Let $\varphi \in L^1(\mathbb{R}^d)$ be such that $$\int_{\mathbb{R}^d} \varphi(x) \, dx = 1.$$
For each $\varepsilon>0$, let $\varphi_\varepsilon:= \varepsilon^{-d} \varphi\left( \dfrac x \varepsilon \right)$.
Then for any $f\in C^0(\mathbb{R}^d)$ (the set of bounded and continuous function), show $$f*\varphi_\varepsilon\to f$$ in $L^\infty$ norm.
I have no any idea how to do this problem but it seems that it is not true for $f$ not continuous.
The following proof only works for uniformly continuous functions $f$ (note that uniform continuity implies continuity).
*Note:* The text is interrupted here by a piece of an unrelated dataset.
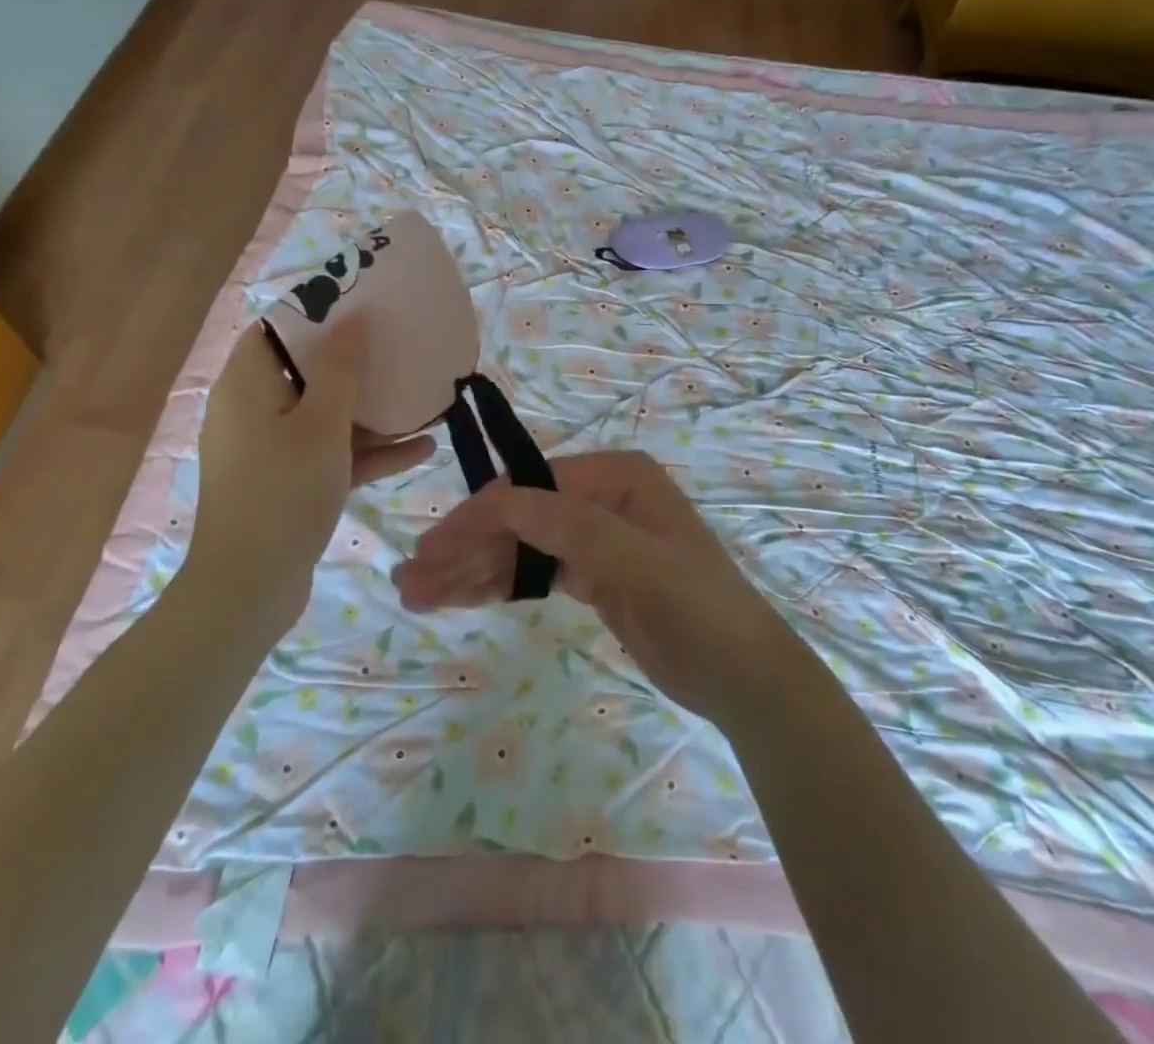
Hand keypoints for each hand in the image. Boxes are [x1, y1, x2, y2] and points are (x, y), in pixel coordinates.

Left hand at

Introduce a neighbourhood $X\subset\mathbb{R}^n$ around the origin. Let $X^c=\mathbb{R}^d\setminus X$ denote the complement of $X$, and $\mathbb{R}^n=X+X^c$. The idea is to examine the convergence problem over $X$ and $X^c$, and use an $\epsilon -\delta$ argument. It suffices to show that \begin{equation*} \sup |(\varphi_{\epsilon}\ast f)(x)-f(x)|=0 \end{equation*} holds. We can prove that the two estimates \begin{align*} & |(\varphi_{\epsilon}\ast f)(x)-f(x)|<\frac{\delta}{2c}\to 0 \\ & \int_{X^c}|\varphi_{\epsilon}(y)|d\mu<\frac{\delta}{4||f||_{L^{\infty}}}\to 0 \end{align*} hold, where $c$ bounds the dilation operator $\varphi_{\epsilon}$ under $L^1$ norm. Therefore \begin{align*} & \sup|(k_{\epsilon}\ast f)(x)-f(x)| \\ & \leq \int_{X}|\varphi_{\epsilon}(y)|\sup|\varphi_{\epsilon}(y)f(x-y)-f(x)|d\mu+\int_{X^c}|\varphi_{\epsilon}(y)|\sup|\varphi_{\epsilon}(y)f(x-y)-f(x)|d\mu \\ & \leq \frac{\delta}{2}+\frac{\delta}{2}=\delta \end{align*}
For details, see classical Fourier analysis by Loukas Grafakos p. 25-27.